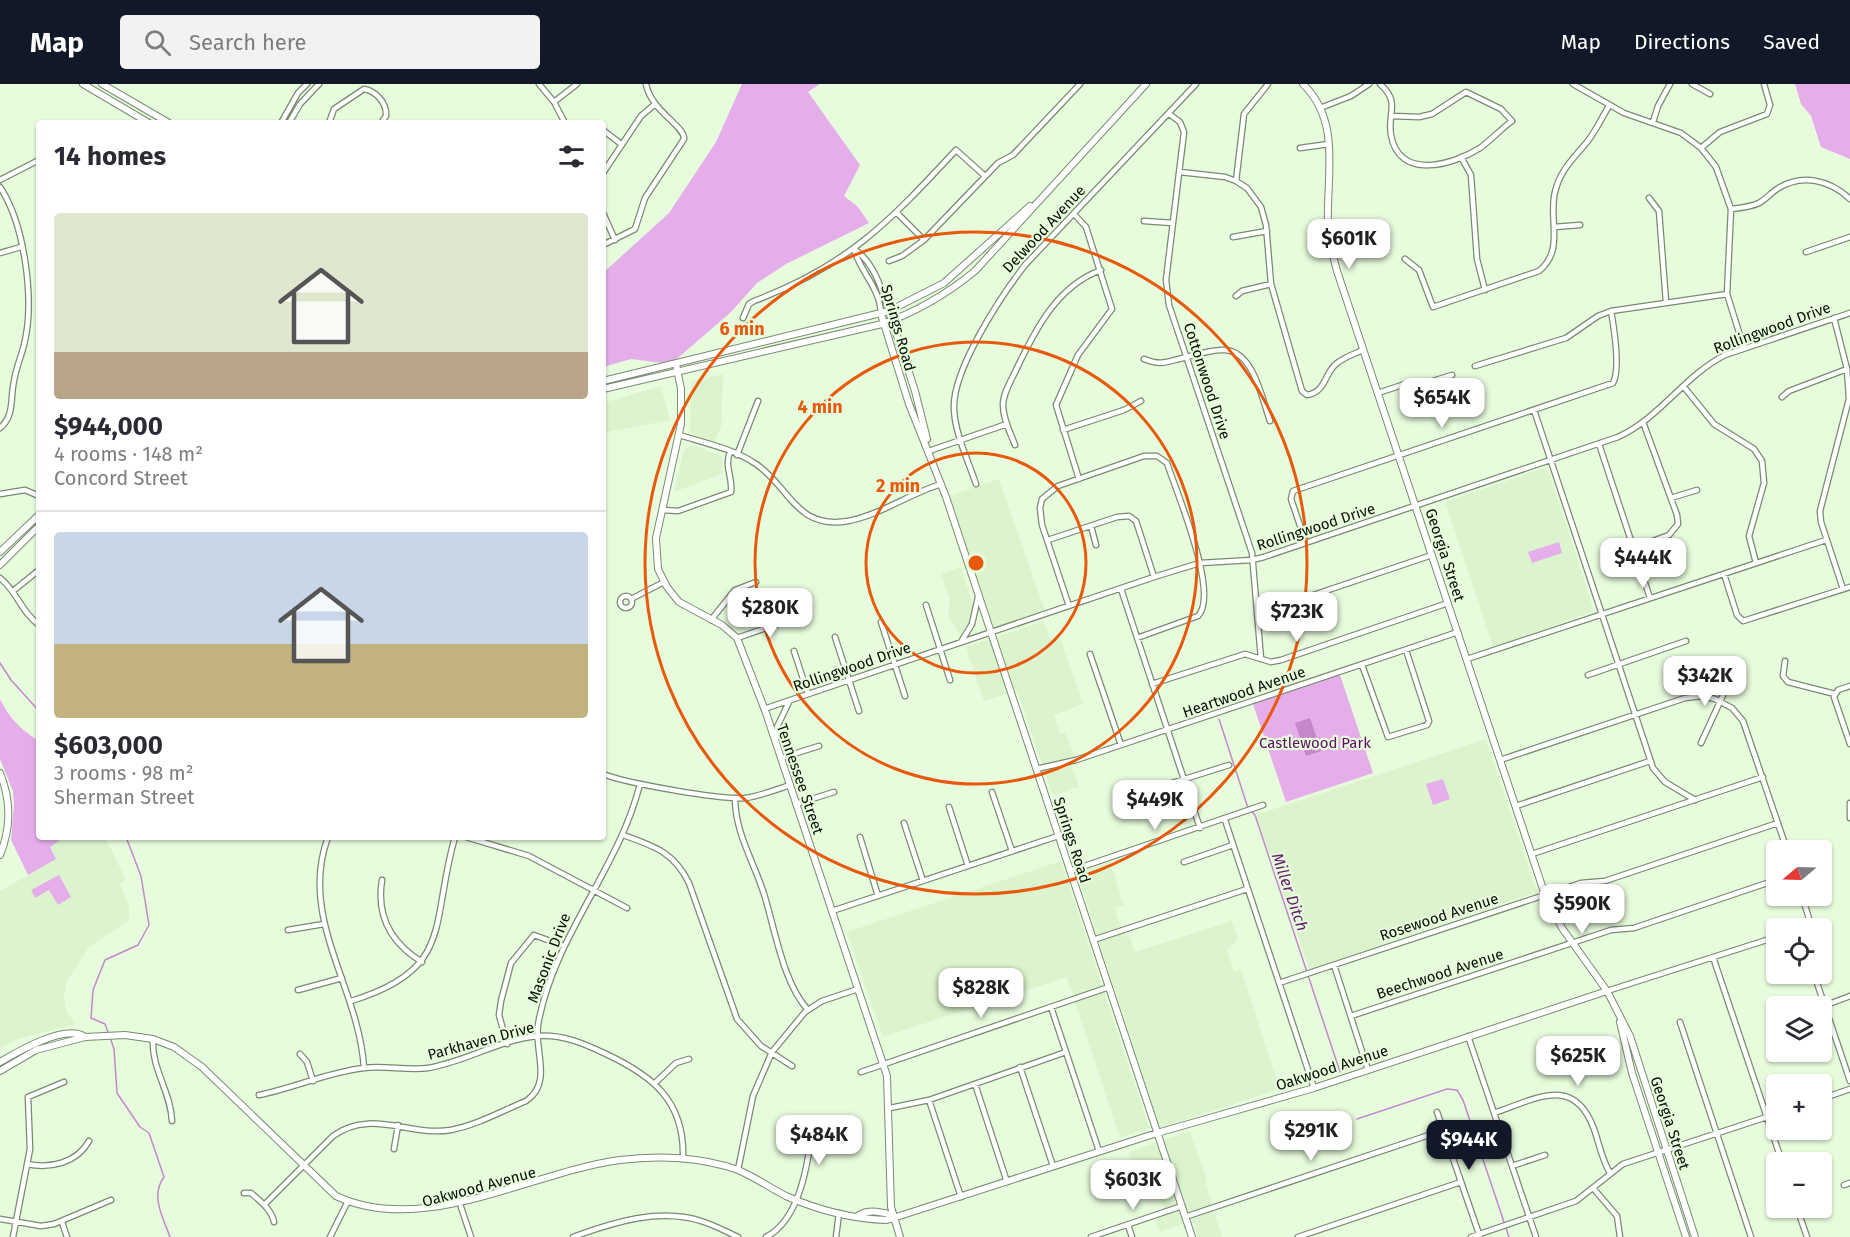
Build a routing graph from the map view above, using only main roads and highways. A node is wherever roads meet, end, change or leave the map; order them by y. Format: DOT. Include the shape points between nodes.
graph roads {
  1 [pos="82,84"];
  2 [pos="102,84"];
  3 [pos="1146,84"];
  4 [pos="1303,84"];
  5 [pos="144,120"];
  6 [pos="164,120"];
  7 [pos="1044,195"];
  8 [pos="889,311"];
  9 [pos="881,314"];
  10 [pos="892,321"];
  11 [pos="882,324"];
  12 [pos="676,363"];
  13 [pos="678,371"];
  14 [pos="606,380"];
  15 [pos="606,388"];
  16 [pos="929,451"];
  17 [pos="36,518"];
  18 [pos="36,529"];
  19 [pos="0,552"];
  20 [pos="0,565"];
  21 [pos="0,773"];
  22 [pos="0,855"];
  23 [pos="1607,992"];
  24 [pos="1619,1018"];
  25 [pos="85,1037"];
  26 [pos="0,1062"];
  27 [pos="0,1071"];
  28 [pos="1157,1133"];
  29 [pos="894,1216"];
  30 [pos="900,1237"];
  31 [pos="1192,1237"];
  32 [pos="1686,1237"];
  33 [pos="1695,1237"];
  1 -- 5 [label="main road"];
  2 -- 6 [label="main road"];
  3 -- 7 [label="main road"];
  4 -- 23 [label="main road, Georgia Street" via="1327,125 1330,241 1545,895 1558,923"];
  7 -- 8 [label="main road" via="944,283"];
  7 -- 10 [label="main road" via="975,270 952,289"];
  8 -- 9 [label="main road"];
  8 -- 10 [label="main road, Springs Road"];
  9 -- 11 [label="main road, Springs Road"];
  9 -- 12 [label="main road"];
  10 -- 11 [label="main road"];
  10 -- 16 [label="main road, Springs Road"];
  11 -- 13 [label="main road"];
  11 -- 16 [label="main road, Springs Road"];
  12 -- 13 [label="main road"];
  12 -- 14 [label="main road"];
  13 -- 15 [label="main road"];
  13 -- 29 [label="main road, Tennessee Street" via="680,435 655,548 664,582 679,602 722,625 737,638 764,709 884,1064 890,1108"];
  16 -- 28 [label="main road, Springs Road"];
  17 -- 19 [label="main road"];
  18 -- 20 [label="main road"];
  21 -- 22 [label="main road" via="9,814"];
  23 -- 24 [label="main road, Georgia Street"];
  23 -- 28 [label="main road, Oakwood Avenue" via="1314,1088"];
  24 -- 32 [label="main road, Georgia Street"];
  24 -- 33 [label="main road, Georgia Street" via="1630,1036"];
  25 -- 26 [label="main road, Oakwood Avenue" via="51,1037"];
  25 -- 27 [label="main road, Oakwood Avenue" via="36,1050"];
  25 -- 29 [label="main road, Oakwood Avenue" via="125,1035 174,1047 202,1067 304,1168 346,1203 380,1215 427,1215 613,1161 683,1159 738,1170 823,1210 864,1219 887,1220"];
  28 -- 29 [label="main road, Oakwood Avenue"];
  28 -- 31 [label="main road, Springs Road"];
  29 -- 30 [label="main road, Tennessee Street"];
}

Brief =>
Return, from the data above, each line in which the string "Avenue" appears.

Response =>
  23 -- 28 [label="main road, Oakwood Avenue" via="1314,1088"];
  25 -- 26 [label="main road, Oakwood Avenue" via="51,1037"];
  25 -- 27 [label="main road, Oakwood Avenue" via="36,1050"];
  25 -- 29 [label="main road, Oakwood Avenue" via="125,1035 174,1047 202,1067 304,1168 346,1203 380,1215 427,1215 613,1161 683,1159 738,1170 823,1210 864,1219 887,1220"];
  28 -- 29 [label="main road, Oakwood Avenue"];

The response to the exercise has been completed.